Match 2 patterns together

abh.kumar · March 3, 2015, 6:06pm

How can I quickly print out lines in a datafile which has presence of both patterns in a row of another file. Maybe awk can do it much faster than bash.

Patternfile

ID1 PAT11 PAT12
ID1 PAT21 PAT22
ID2 PAT31 PAT32

datafile

headerline
rgthhrhhhhhtnjttntjjtjtjtjtjtjtjjjtPAT31rf3fffffPAT32efgreggeeeeggge
fgegegPAT11.ewdwd88weded((gfefggegrg!///*...PAT12uuhhggggg
rgthhrhhhhhtnjttntjjtjtjtjtjtjtjjjtPAT41rf3fffffPAT32efgreggeeeeggge
fgegegPAT21.ewdwd88weded((gfefggegrg!///*..ttttuuu.PAT22uuhhggggg
fgegegPAT11.ewdwd88weded((gfefggegrg!///*...PAT12uuhhggggg====

The outputs must be split by the ID (col1) that the patterns belong to.

Outputs

ID1

headerline
fgegegPAT11.ewdwd88weded((gfefggegrg!///*...PAT12uuhhggggg
fgegegPAT21.ewdwd88weded((gfefggegrg!///*..ttttuuu.PAT22uuhhggggg
fgegegPAT11.ewdwd88weded((gfefggegrg!///*...PAT12uuhhggggg====


ID2

headerline
rgthhrhhhhhtnjttntjjtjtjtjtjtjtjjjtPAT31rf3fffffPAT32efgreggeeeeggge

My attempt is very slow in bash,

while read pat
do
while read data
do
if  grep -q $pat[1] $data
if  grep -q $pat[2] $data
echo $data >> $pat[0]
fi
fi
done < datafile
done < patfile

clx · March 4, 2015, 12:47am

Few points,

You don't need inner loop as grep access files as parameters not string. If you want to pass string, you have to pass as STDIN.
You seem to be using array, but it doesnt work like this.

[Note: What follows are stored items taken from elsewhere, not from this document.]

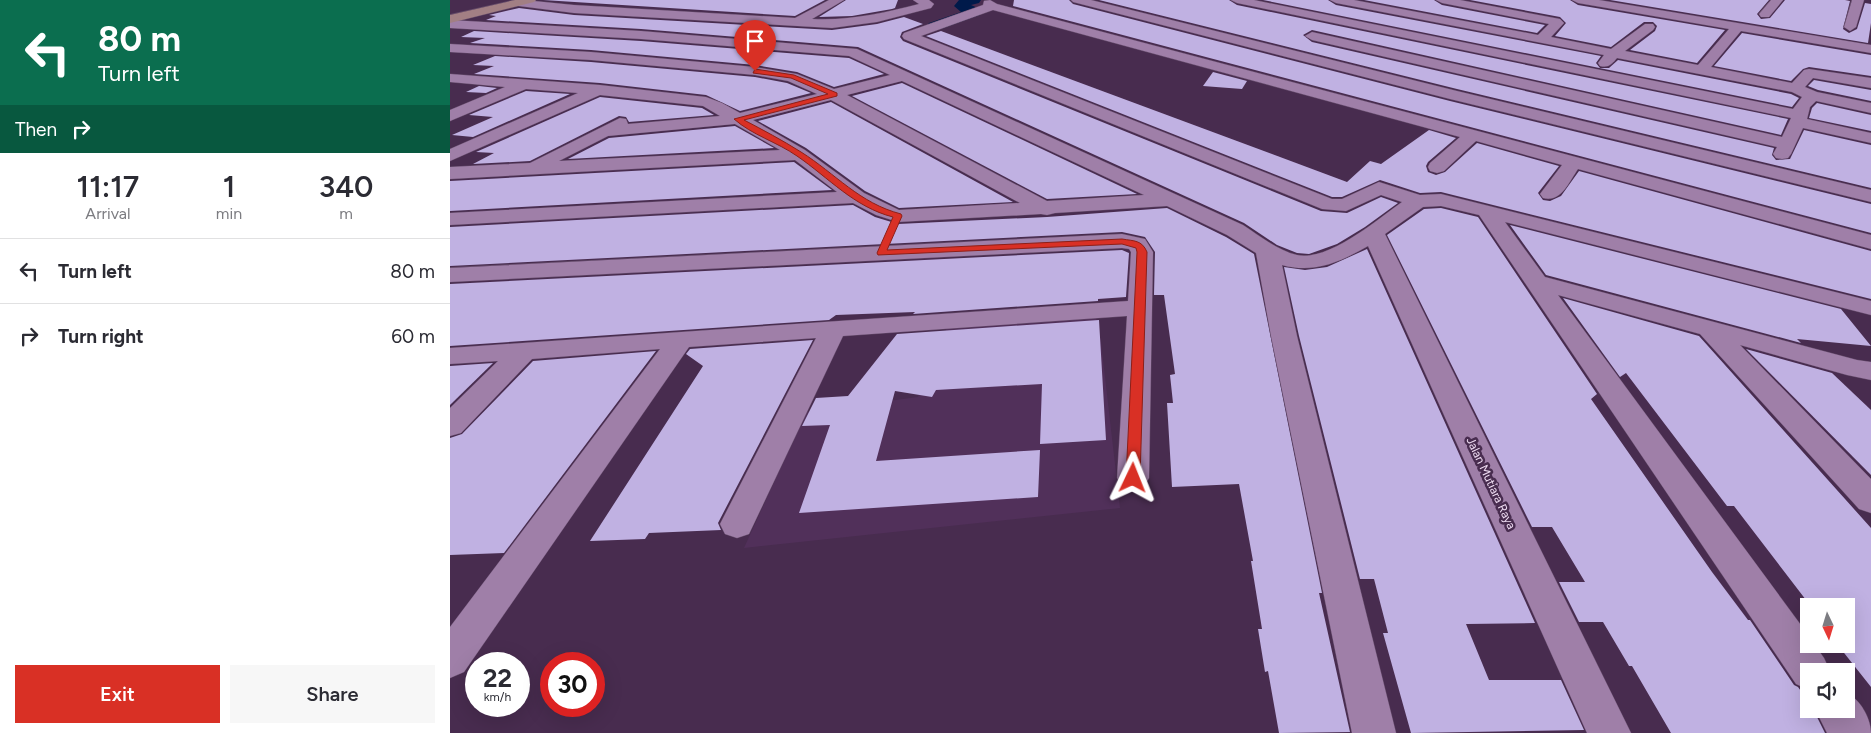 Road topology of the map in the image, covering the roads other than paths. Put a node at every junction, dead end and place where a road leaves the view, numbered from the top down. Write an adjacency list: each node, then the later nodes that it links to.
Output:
1 (613, 0): 17 (street)
2 (648, 0): 21 (street)
3 (919, 0): 25 (street)
4 (1077, 0): 34 (street)
5 (1237, 0): 29 (street)
6 (1336, 0): 20 (street)
7 (1442, 0): 36 (street)
8 (1578, 0): 31 (street)
9 (1777, 0): 23 (street)
10 (1858, 0): 32 (street)
11 (524, 1): 17 (street); 19 (street)
12 (844, 3): 25 (street); 27 (street)
13 (995, 3): 40 (street); 76 (street)
14 (699, 4): 22 (street)
15 (1411, 4): 20 (street)
16 (450, 8): 19 (street)
17 (574, 9): 21 (street)
18 (758, 9): 24 (street)
19 (484, 11): 26 (street)
20 (1393, 11): 29 (street); 36 (street)
21 (620, 12): 22 (street)
22 (674, 15): 24 (street)
23 (1784, 17)
24 (740, 18): 27 (street)
25 (877, 18): 27 (street)
26 (450, 19)
27 (797, 22)
28 (450, 24): 33 (street)
29 (1363, 26): 46 (street)
30 (1649, 27): 41 (street)
31 (1738, 27): 39 (street); 45 (street)
32 (1864, 29)
33 (641, 35): 42 (street); 48 (street)
34 (1216, 35): 40 (street); 43 (street)
35 (1312, 36): 37 (street)
36 (1540, 40): 41 (street)
37 (1333, 41): 43 (street); 44 (street)
38 (450, 48): 42 (street)
39 (1871, 49)
40 (1167, 53): 59 (street)
41 (1613, 54): 45 (street); 46 (street)
42 (591, 56): 50 (street); 54 (street)
43 (1298, 56): 47 (street)
44 (1404, 57): 47 (street); 61 (street)
45 (1701, 70): 52 (street)
46 (1596, 73): 61 (street)
47 (1372, 74): 55 (street)
48 (903, 76): 54 (street); 75 (street)
49 (452, 79): 50 (street)
50 (527, 83): 53 (street); 60 (street)
51 (1871, 83): 52 (street)
52 (1796, 88): 56 (street)
53 (600, 90): 57 (street); 67 (street)
54 (834, 95): 62 (street); 77 (street)
55 (1456, 96): 59 (street); 73 (street)
56 (1812, 96): 58 (street); 61 (street)
57 (669, 97): 62 (street); 63 (street)
58 (1871, 108)
59 (1431, 113): 64 (street)
60 (450, 116)
61 (1799, 118): 65 (street)
62 (738, 119): 63 (street); 66 (street)
63 (605, 131): 70 (street)
64 (1473, 135): 68 (street); 69 (street)
65 (1871, 138)
66 (799, 154): 70 (street); 74 (street)
67 (450, 156)
68 (1574, 162): 72 (street); 82 (street)
69 (1437, 167)
70 (530, 169): 71 (street)
71 (450, 173)
72 (1550, 194)
73 (1871, 196)
74 (854, 197): 79 (street); 80 (street)
75 (1172, 200): 77 (street); 83 (street)
76 (1418, 201): 78 (street); 81 (street)
77 (1047, 209): 79 (street)
78 (1486, 211): 86 (street); 88 (street)
79 (898, 216): 84 (street)
80 (450, 219)
81 (1373, 232): 83 (street); 103 (street, Jalan Mutiara Raya)
82 (1871, 242)
83 (1266, 249): 102 (street)
84 (881, 253): 85 (street); 87 (street)
85 (450, 275)
86 (1538, 282): 90 (street); 100 (street)
87 (1140, 308): 89 (street); 96 (street)
88 (1871, 308)
89 (834, 329): 91 (street); 98 (street)
90 (1709, 329): 94 (street); 97 (street)
91 (681, 340): 92 (street); 99 (street)
92 (523, 352): 93 (street); 95 (street)
93 (450, 356)
94 (1871, 371)
95 (450, 426)
96 (1133, 478)
97 (1871, 500)
98 (737, 524)
99 (450, 659)
100 (1804, 663)
101 (1842, 718): 104 (street)
102 (1374, 733)
103 (1609, 733)
104 (1853, 733)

As your pattern file is delimited by white-spaces :

while read id pat1 pat2
do
  echo $id  >> results_file # print ID
  echo >> results_file # print newline
  grep $pat1 datafile | grep $pat2 >>  results_file  # print matching lines
done < patfile

RudiC · March 4, 2015, 3:53am

Try

awk     'FNR==NR        {SP[$1,NR]=$2".*"$3; ID[$1]
                         next
                        }
         FNR==1         {for (i in ID) print > i
                         next
                        }
                        {for (s in SP) if ($0 ~ SP) {split (s, FN, SUBSEP); print > FN[1]}
                        }
        ' patfile datafile